Natural Search: SEO Boffin Changes His Spots

January 2, 2009

The crackle of gun fire echoed through the hollow this morning. I am not sure if my neighbors are celebrating the new year or just getting some squirrel for a mid day burgoo. As I scanned the goodies in my newsreader, I learned about a type of search that had eluded me. I want to capture this notion before it dribbles off my slippery memory. Media Post reported  in “Search Insider: The Inside Line on Search Marketing” that 2009 is ripe for “natural search”. The phrase appears in Rob Garner’s “Measuring Natural Search Marketing Success” here. The notion (I think) is that content helps a Web site come up in a results list. I had to sit down and preen my feathers. I was so excited by this insight I was ruffled. For me the most important comment was:

For starters, think of an investment in natural search as a protection for what you are currently getting from natural search engines across the board. Good natural search advice costs are a drop in the bucket compared to returns from natural search, and the risk of doing harm only once can far exceed your costs, and even do irreparable damage. I see clients with returns coming from natural search at over one half-billion to one billion dollars a year or more, and one simple slip could cost millions.
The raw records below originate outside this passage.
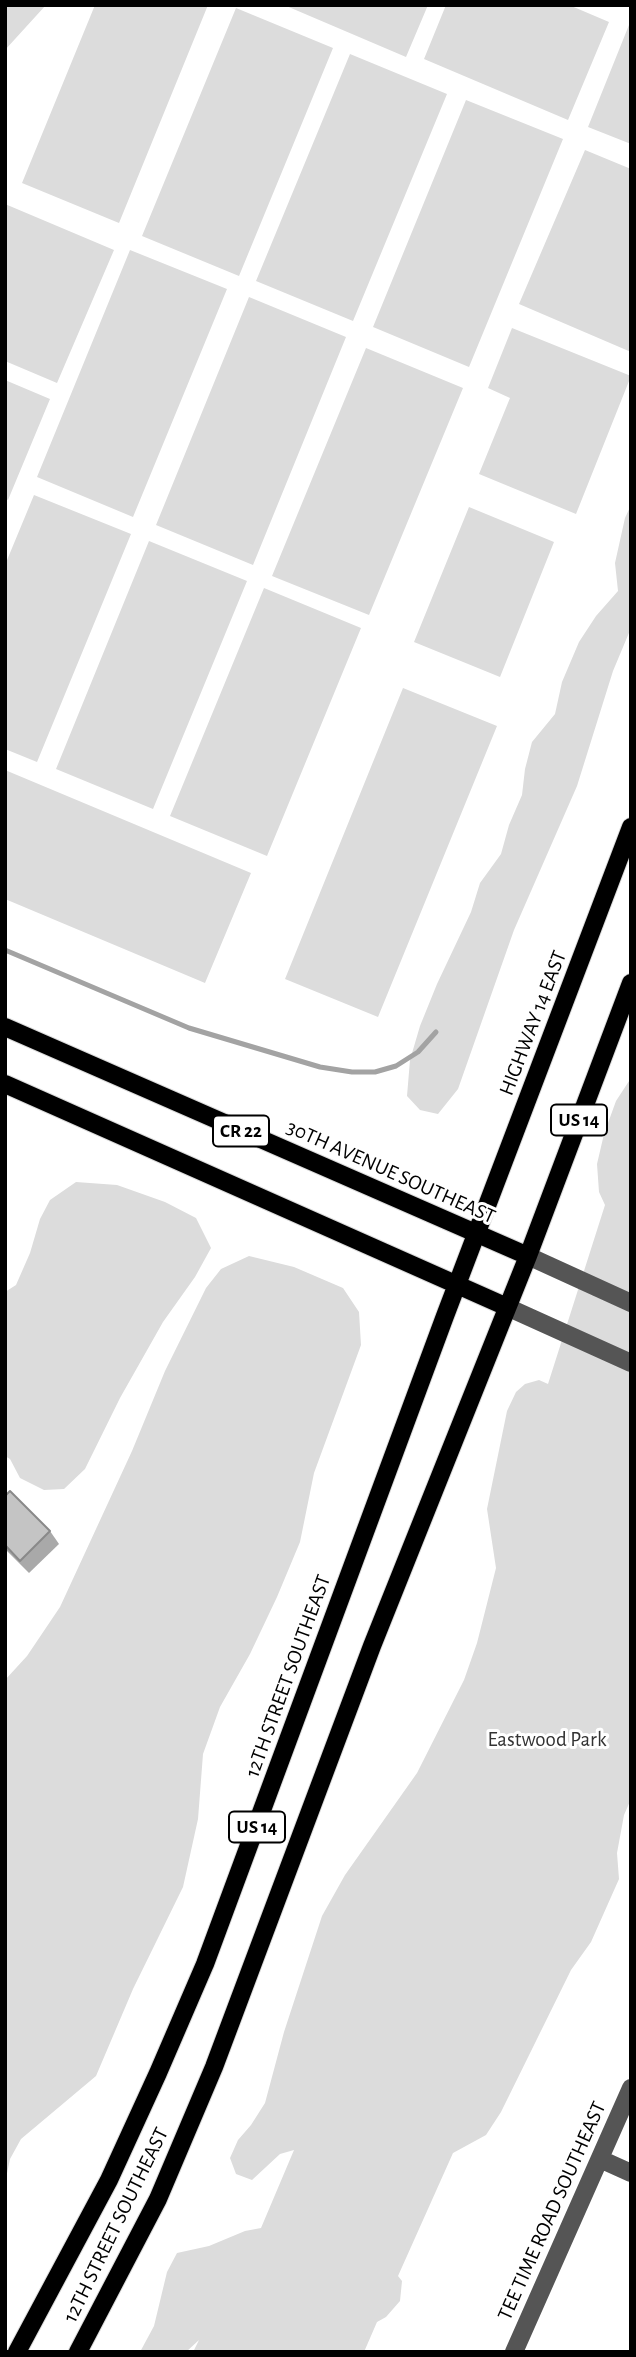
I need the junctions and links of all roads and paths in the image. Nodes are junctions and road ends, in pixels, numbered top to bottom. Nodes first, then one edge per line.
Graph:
1 (631, 827) edge
2 (631, 983) edge
3 (5, 1027) edge
4 (5, 1084) edge
5 (477, 1235) junction
6 (528, 1256) junction
7 (457, 1285) junction
8 (631, 1303) edge
9 (507, 1307) junction
10 (631, 1363) edge
11 (631, 2088) edge
12 (600, 2159) junction
13 (631, 2173) edge
14 (17, 2352) edge
15 (78, 2352) edge
16 (514, 2352) edge

1 - 5 main road, HIGHWAY 14 EAST / US 14
2 - 6 main road, US 14
3 - 5 main road, 30TH AVENUE SOUTHEAST / CR 22
4 - 7 main road, CR 22
5 - 6 main road, 30TH AVENUE SOUTHEAST / CR 22
5 - 7 main road, 12TH STREET SOUTHEAST / US 14
6 - 8 street
6 - 9 main road, 12TH STREET SOUTHEAST / US 14
7 - 9 main road, CR 22
7 - 14 main road, 12TH STREET SOUTHEAST / US 14
9 - 10 street
9 - 15 main road, 12TH STREET SOUTHEAST / US 14
11 - 12 street, TEE TIME ROAD SOUTHEAST
12 - 13 street
12 - 16 street, TEE TIME ROAD SOUTHEAST

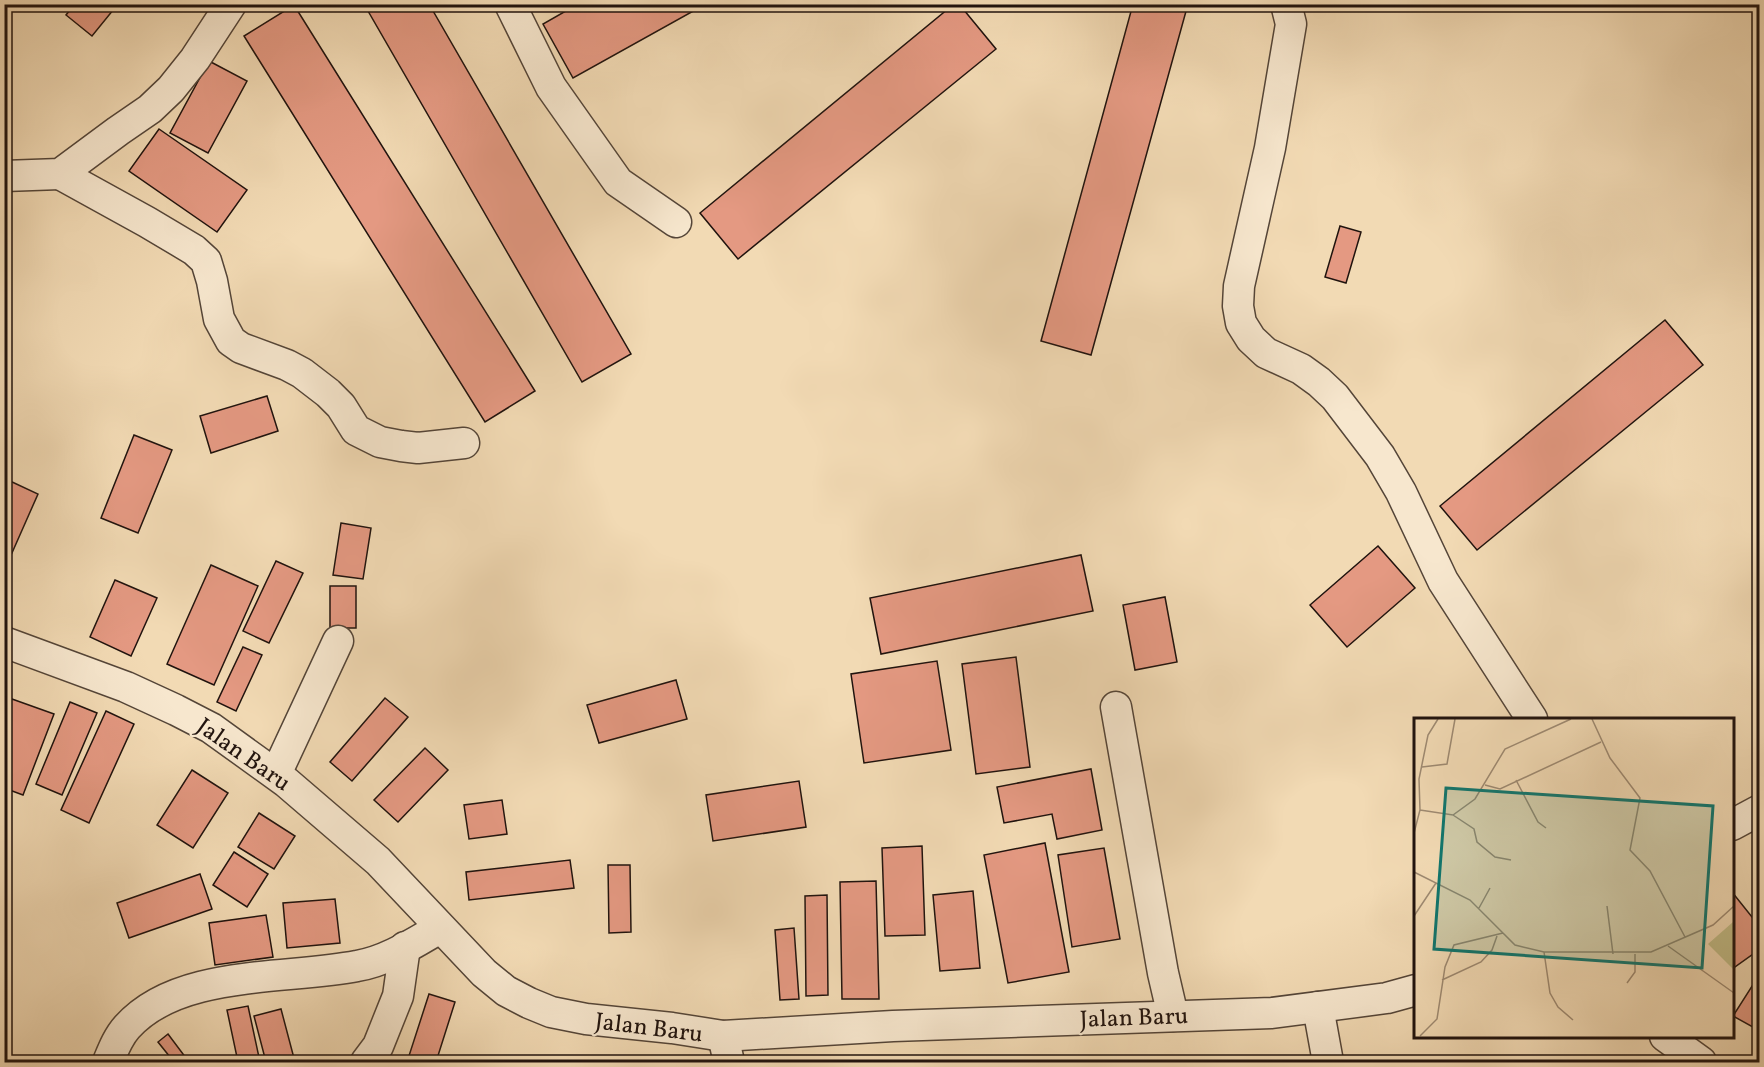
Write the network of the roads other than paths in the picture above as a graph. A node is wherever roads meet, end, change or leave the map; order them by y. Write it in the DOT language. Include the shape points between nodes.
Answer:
graph roads {
  1 [pos="231,4"];
  2 [pos="510,4"];
  3 [pos="1286,4"];
  4 [pos="60,174"];
  5 [pos="4,176"];
  6 [pos="676,222"];
  7 [pos="464,443"];
  8 [pos="338,641"];
  9 [pos="4,642"];
  10 [pos="1116,707"];
  11 [pos="1531,718"];
  12 [pos="276,774"];
  13 [pos="1760,810"];
  14 [pos="1734,824"];
  15 [pos="440,928"];
  16 [pos="405,947"];
  17 [pos="1414,991"];
  18 [pos="1318,1007"];
  19 [pos="1173,1016"];
  20 [pos="1668,1037"];
  21 [pos="726,1049"];
  22 [pos="108,1062"];
  23 [pos="366,1062"];
  24 [pos="1328,1062"];
  25 [pos="1701,1062"];
  1 -- 4 [label="street" via="171,89 150,109"];
  2 -- 6 [label="street" via="551,87 618,182"];
  3 -- 11 [label="street" via="1292,24 1270,148 1239,285 1241,323 1266,353 1319,382 1361,429 1401,492 1443,581"];
  4 -- 5 [label="street"];
  4 -- 7 [label="street" via="194,250 206,261 219,319 231,341 302,373 341,406 356,430 380,442 401,446"];
  8 -- 12 [label="street"];
  9 -- 12 [label="street, Jalan Baru" via="126,687 176,710 211,728"];
  10 -- 19 [label="street"];
  12 -- 15 [label="street, Jalan Baru" via="378,861"];
  13 -- 14 [label="street"];
  15 -- 16 [label="street"];
  15 -- 21 [label="street, Jalan Baru" via="484,973 528,1004 586,1019 672,1028"];
  16 -- 22 [label="street" via="381,960 357,966 199,987 164,998 126,1028"];
  16 -- 23 [label="street" via="398,996 378,1046"];
  17 -- 18 [label="street, Jalan Baru"];
  18 -- 19 [label="street, Jalan Baru" via="1272,1013"];
  18 -- 24 [label="street"];
  19 -- 21 [label="street, Jalan Baru" via="893,1026"];
  20 -- 25 [label="street"];
}
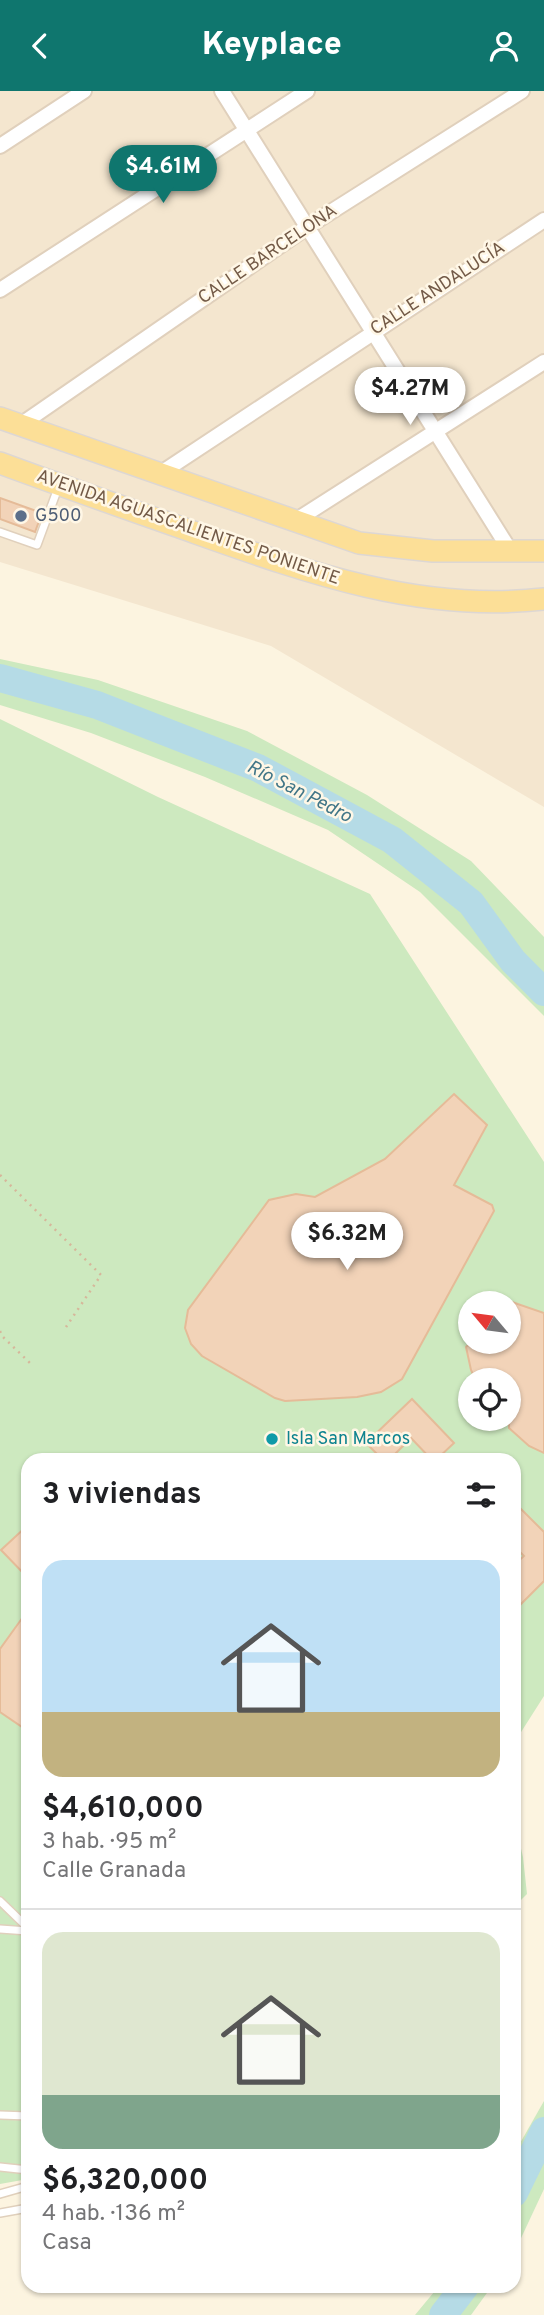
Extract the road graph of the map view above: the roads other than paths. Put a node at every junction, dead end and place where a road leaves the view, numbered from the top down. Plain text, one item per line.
1 (84, 91) edge
2 (222, 91) edge
3 (307, 91) edge
4 (522, 91) edge
5 (246, 130) junction
6 (0, 146) edge
7 (544, 220) edge
8 (307, 227) junction
9 (0, 290) edge
10 (372, 331) junction
11 (544, 362) edge
12 (10, 422) edge
13 (436, 432) junction
14 (0, 463) edge
15 (158, 475) junction
16 (59, 484) junction
17 (295, 521) junction
18 (0, 532) edge
19 (544, 551) edge
20 (511, 552) junction
21 (544, 600) edge
22 (0, 1901) edge
23 (21, 1923) edge
24 (0, 1929) edge
25 (21, 1930) edge
26 (0, 2115) edge
27 (21, 2116) edge
28 (0, 2167) edge
29 (21, 2169) edge
30 (21, 2188) edge
31 (0, 2194) edge
32 (21, 2209) edge
33 (0, 2213) edge

1 - 6 street
2 - 5 street
3 - 5 street
4 - 8 street, CALLE BARCELONA
5 - 8 street
5 - 9 street
7 - 10 street, CALLE ANDALUCÍA
8 - 10 street
8 - 12 street, CALLE BARCELONA
10 - 13 street
10 - 15 street, CALLE ANDALUCÍA
11 - 13 street
12 - 15 main road
13 - 17 street
13 - 20 street
14 - 16 main road, AVENIDA AGUASCALIENTES PONIENTE
15 - 17 main road
16 - 18 lane
16 - 21 main road, AVENIDA AGUASCALIENTES PONIENTE
17 - 20 main road
19 - 20 main road
22 - 23 lane
24 - 25 lane
26 - 27 lane
28 - 29 lane
30 - 31 lane
32 - 33 lane

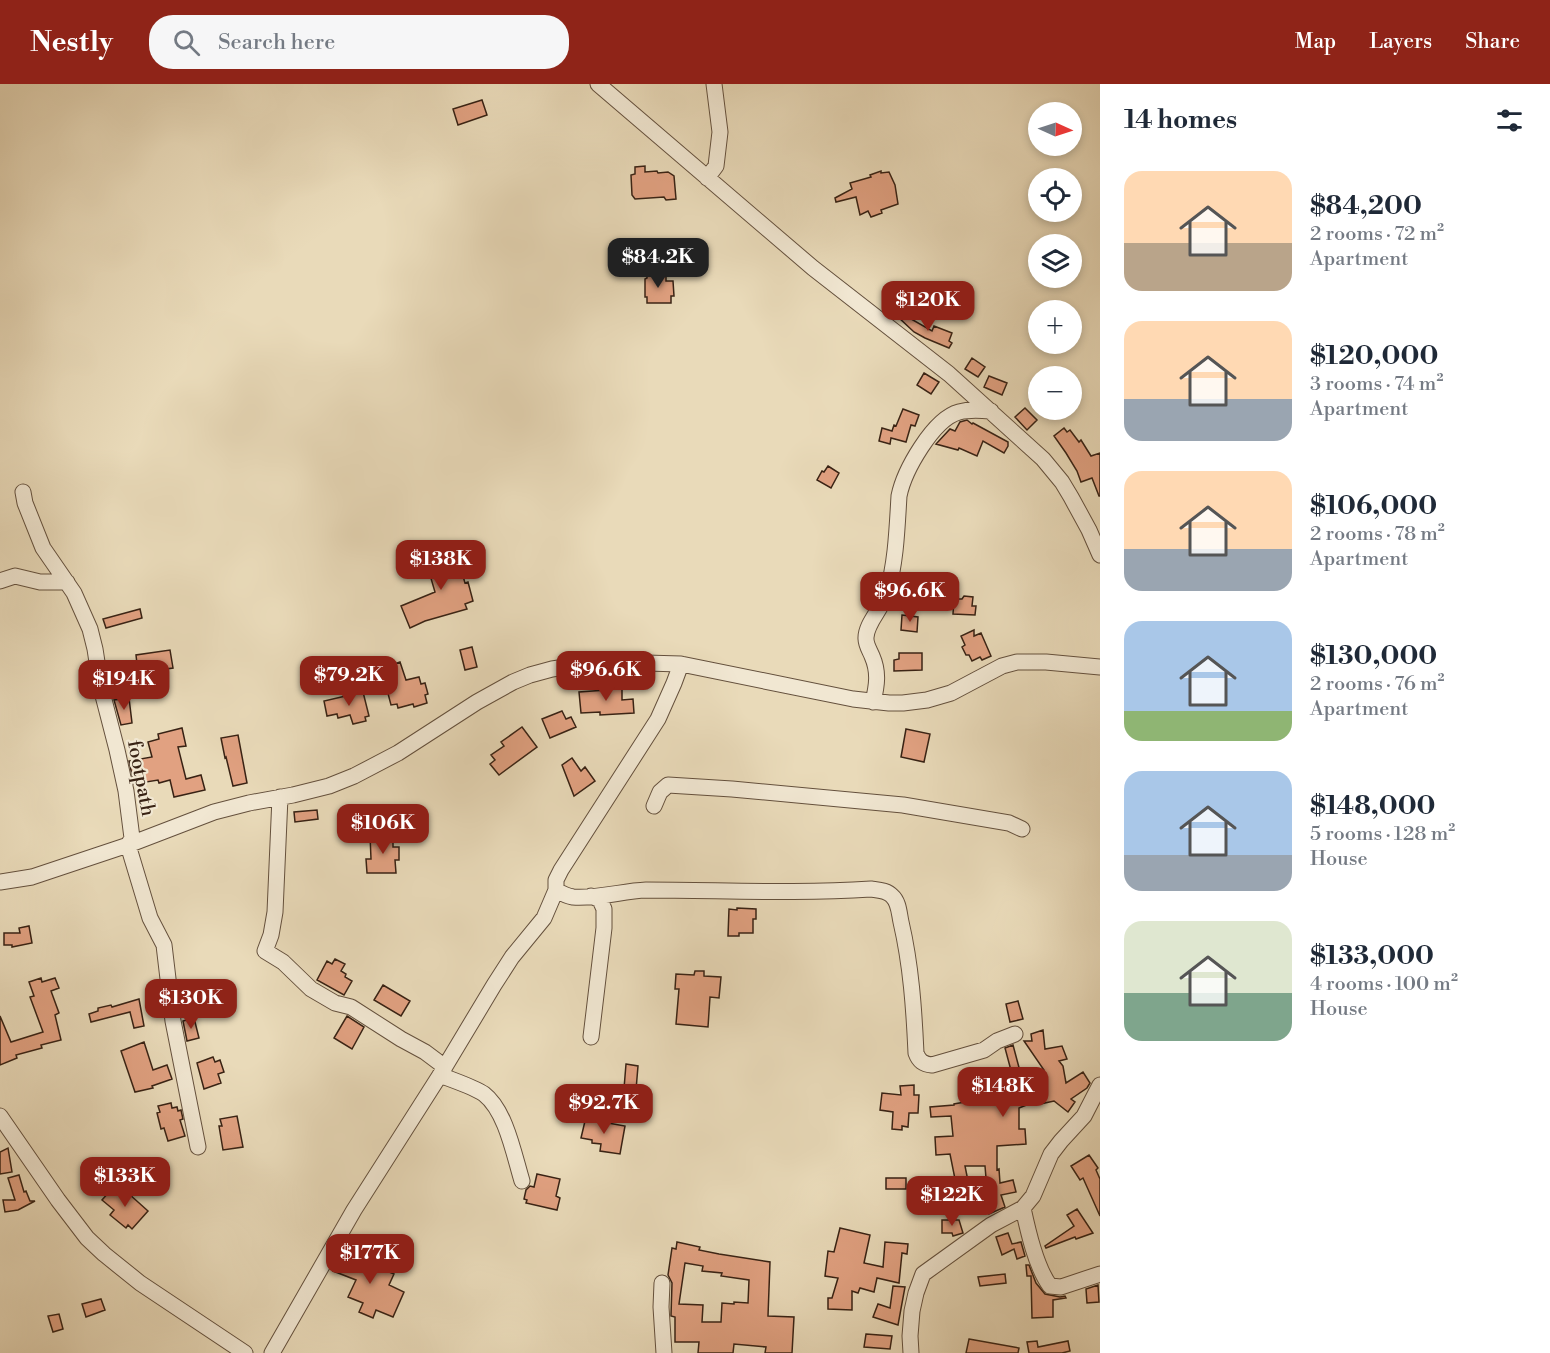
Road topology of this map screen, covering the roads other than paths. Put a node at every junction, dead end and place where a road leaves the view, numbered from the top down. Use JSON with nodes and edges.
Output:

I must admit that I have to interpolate to ferret the meaning from this passage. What I concluded (your mileage may differ) is that if you don’t have content, you may not appear in a Google, Microsoft, or Yahoo results list.

What happened to the phrase “organic search”. I thought it evoked a digital Euell Gibbons moving from Web site to Web site, planting content seeds. “Natural search” has for me a murkier connotation. I think of Tom’s toothpaste, the Natural Products Association, and Mold Cleaner Molderizer.

My hunch is that Google’s tweaks to its PageRank algorithm places a heavy load on the shoulders of the SEO consultants. I have heard that some of the higher profile firms (which I will not name) are charging five figure fees and delivering spotty results. As a result, the SEO mavens are looking for a less risky way to get a Web site to appear in the Google rankings.

Mr. Garner is one of the first in 2009 to suggest that original content offering useful information to a site visitor is an “insurance policy”. I don’t agree. Content is the life support system of a Web site. You buy insurance for you automobile and home.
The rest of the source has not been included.